Warning signs of a global recovery as Delta darkens outlook

LONDON, July 21 (Reuters) – Weaker global stock markets and a huge flight to safety in US Treasuries this week suggest investors are now skeptical that a much-anticipated return to post-COVID normalcy is achievable anytime soon.

Data from the United States and China, which account for more than half of global growth, suggests a slowdown in the recent rapid pace of the global economy along with rising prices of all kinds of goods and commodities.

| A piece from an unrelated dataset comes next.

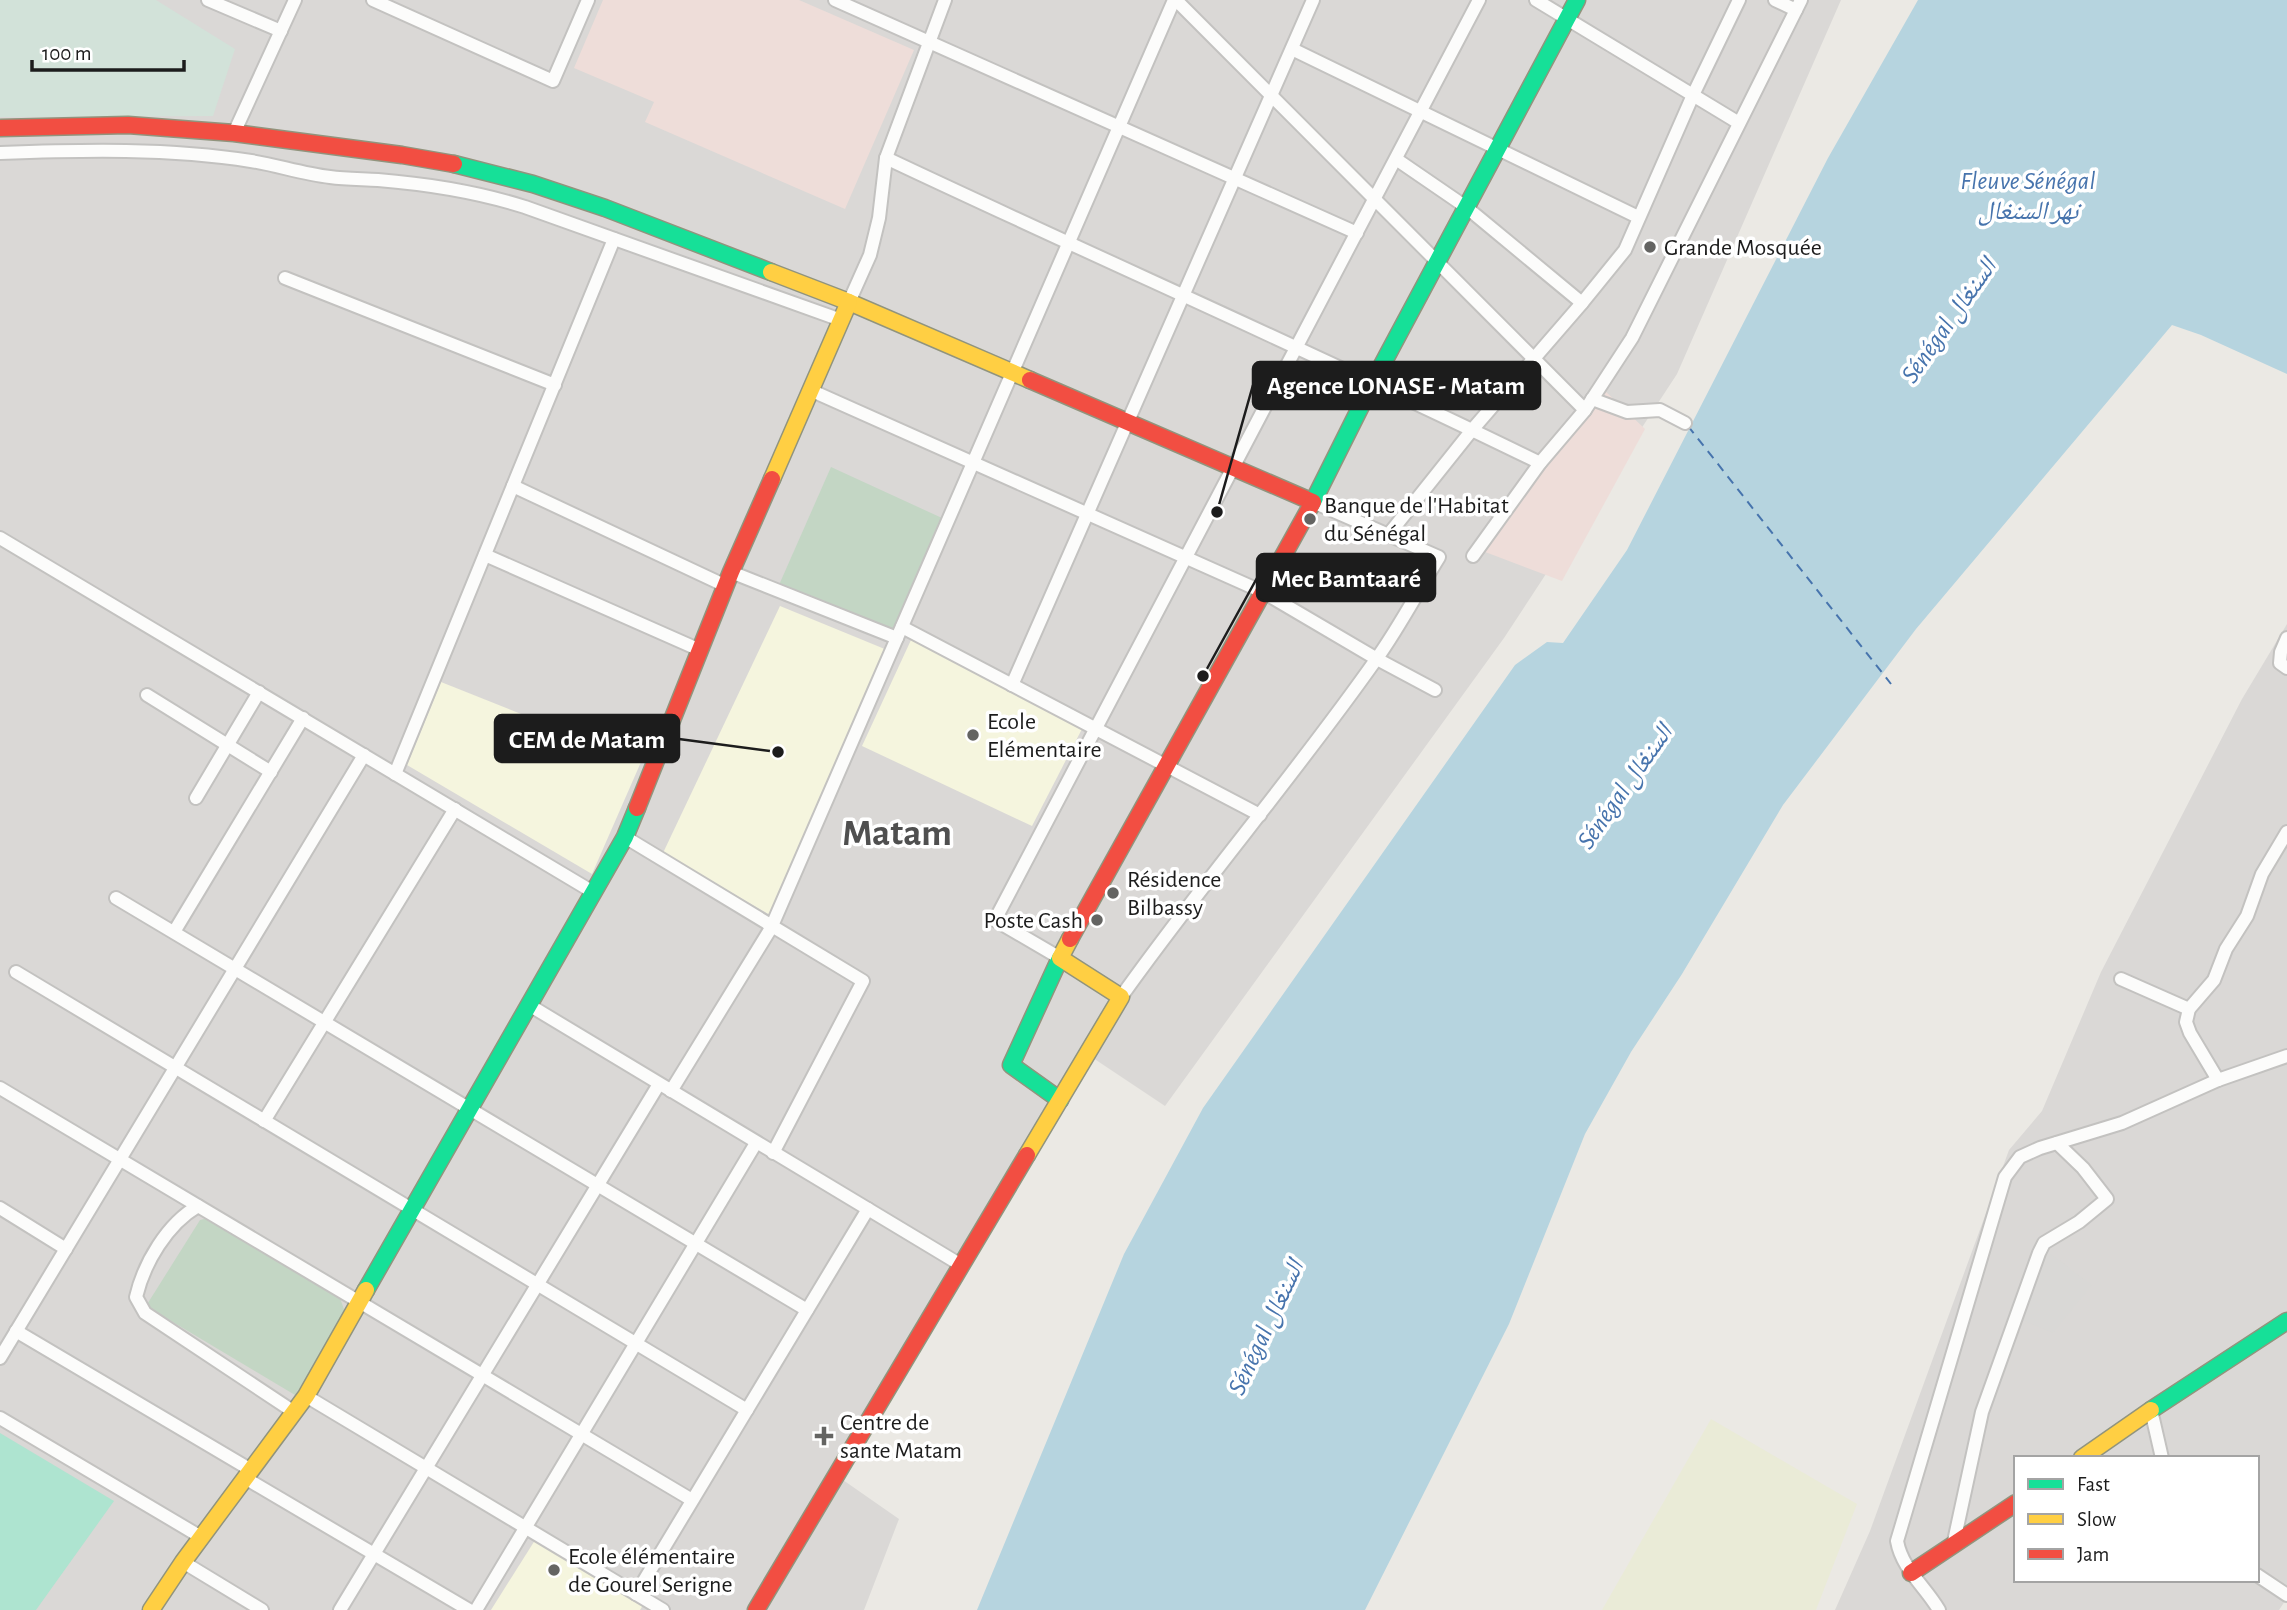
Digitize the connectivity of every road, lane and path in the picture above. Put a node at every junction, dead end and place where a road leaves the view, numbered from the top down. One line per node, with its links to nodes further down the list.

Coinciding with a resurgence of the Delta variant of COVID-19, markets could send red flags about the global economic outlook, George Saravelos, chief currency strategist at Deutsche Bank, told clients.

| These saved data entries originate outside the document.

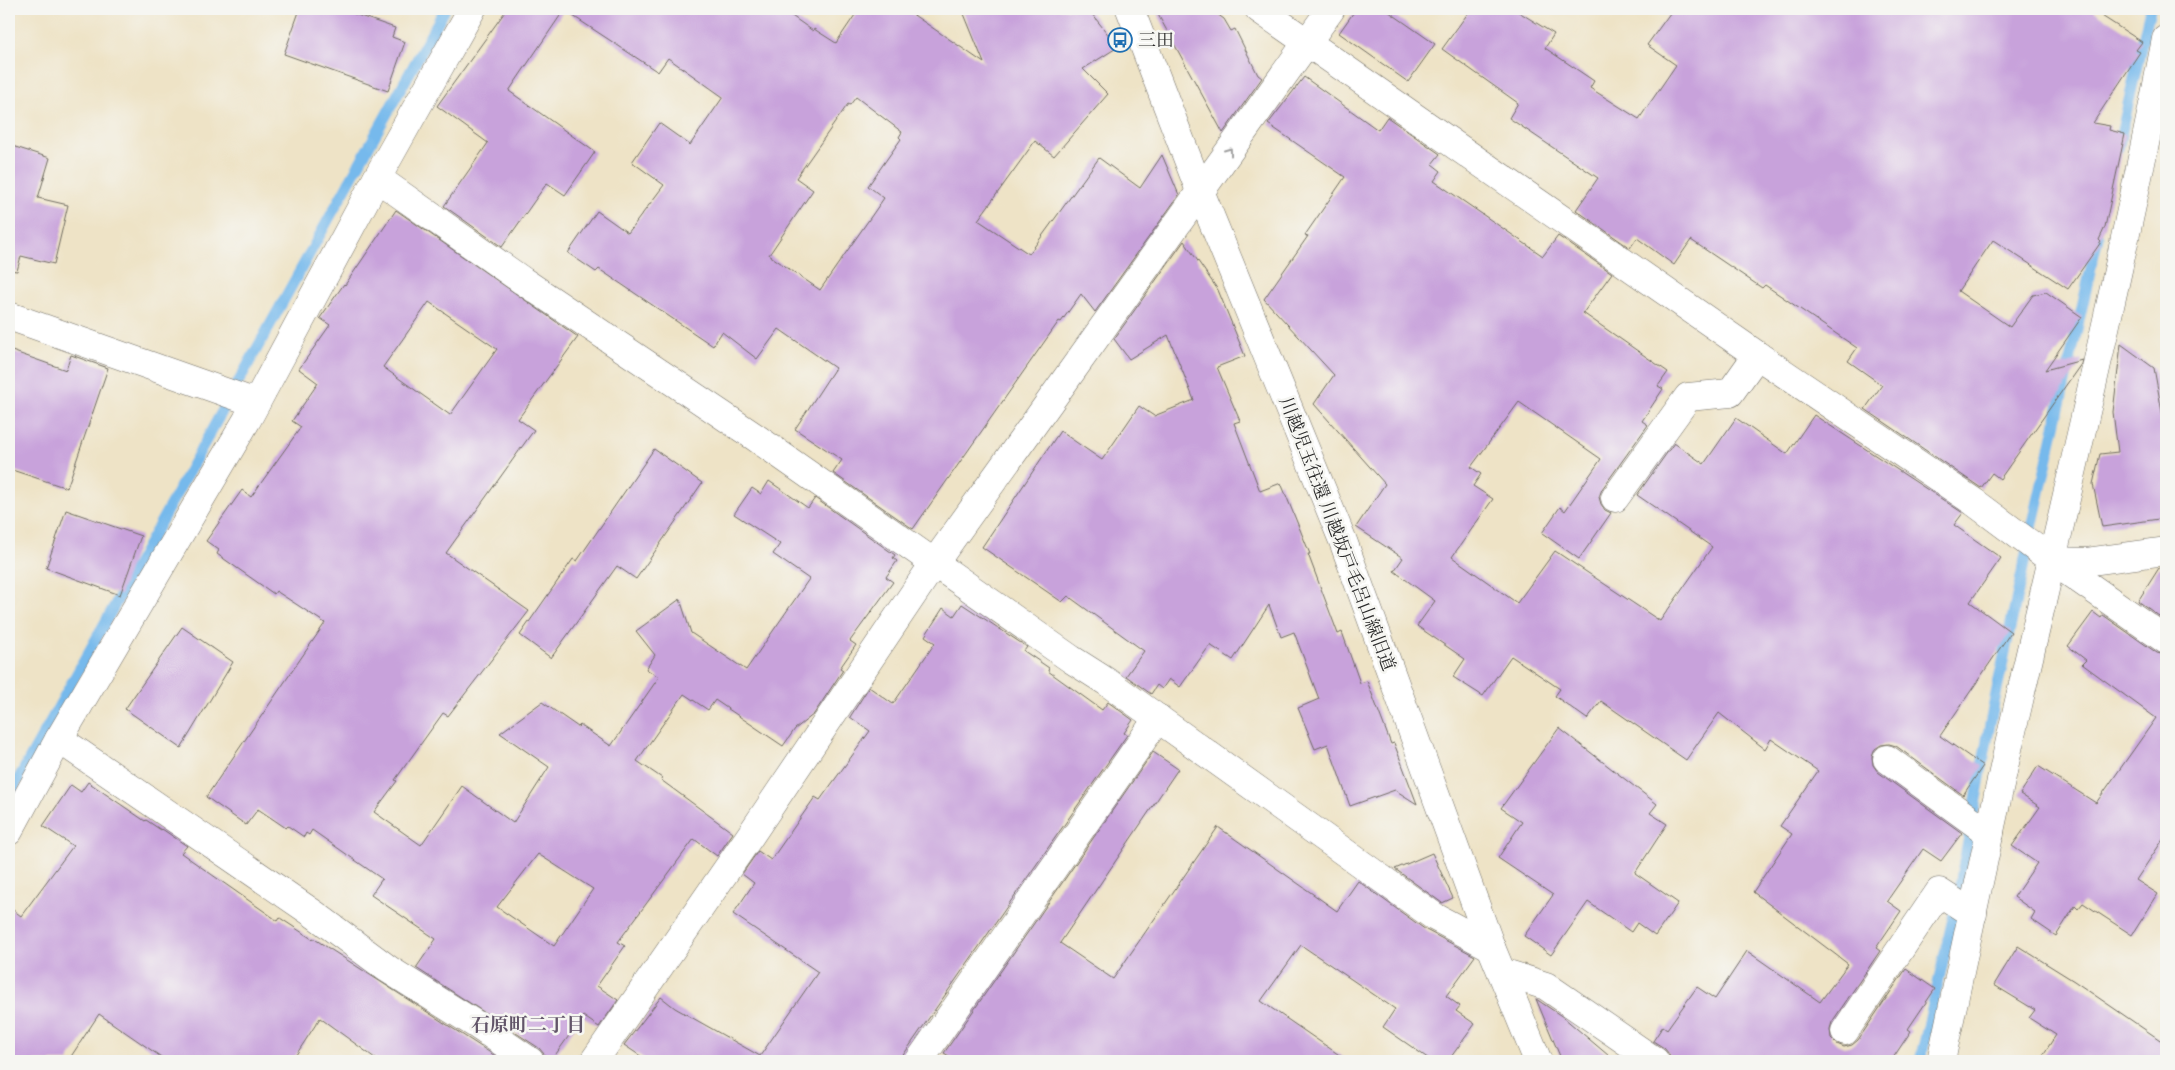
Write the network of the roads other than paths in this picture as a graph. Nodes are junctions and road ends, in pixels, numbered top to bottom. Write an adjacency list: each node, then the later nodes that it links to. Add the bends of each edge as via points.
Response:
1 (472, 9): 7 (street)
2 (1130, 9): 8 (street, 川越児玉往還 川越坂戸毛呂山線旧道)
3 (1259, 9): 6 (street)
4 (1331, 9): 6 (street)
5 (2166, 39): 14 (street)
6 (1307, 43): 8 (street, one-way to 6); 10 (street)
7 (377, 178): 11 (street); 15 (street)
8 (1200, 190): 15 (street); 23 (street, 川越児玉往還 川越坂戸毛呂山線旧道, via 1343,541)
9 (9, 316): 11 (street)
10 (1757, 355): 12 (street, via 1730,393 1688,397); 14 (street, via 1974,502)
11 (256, 403): 18 (street)
12 (1615, 498)
13 (2166, 551): 14 (street, via 2085,562)
14 (2053, 561): 16 (street); 21 (street)
15 (935, 562): 17 (street); 27 (street)
16 (2166, 640)
17 (1158, 718): 23 (street, via 1435,917); 28 (street)
18 (59, 739): 20 (street); 26 (street, via 314,914 388,970)
19 (1888, 759): 21 (street)
20 (9, 831)
21 (1990, 834): 22 (street)
22 (1973, 914): 25 (street, via 1939,892); 31 (street)
23 (1491, 947): 24 (street, 川越児玉往還 川越坂戸毛呂山線旧道)
24 (1502, 972): 29 (street, 川越児玉往還 川越坂戸毛呂山線旧道); 30 (street, via 1546,986)
25 (1845, 1031)
26 (530, 1061)
27 (594, 1061)
28 (919, 1061)
29 (1538, 1061)
30 (1655, 1061)
31 (1941, 1061)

“As prices have increased, the consumer has reduced demand rather than pushing consumption forward. This is the opposite of what one would expect if the environment was truly inflationary and it shows that the economy world has a very low speed limit, ”wrote Saravelos. .

This sentiment was also evident in the latest feed data. Bank of America Merill Lynch reported concerns of “stagflation” for the second half of 2021, noting a slowdown in equity inflows and high yield asset outflows.


Hedge fund weekly currency positioning data is the closest available real-time indicator to investor thinking about the $ 6.6 trillion per day forex markets.

With the dollar at its highest since the end of March, the latest data from the Commodity Futures Trading Commission shows that net long positions in the dollar against a basket of major currencies are the most important since March 2020. Positioning had fallen to a short net bet at the beginning of June. .

The appreciation of the dollar against the euro and emerging market currencies is not surprising given the economic uncertainty, said Ludovic Colin, senior portfolio manager at Vontobel Asset Management.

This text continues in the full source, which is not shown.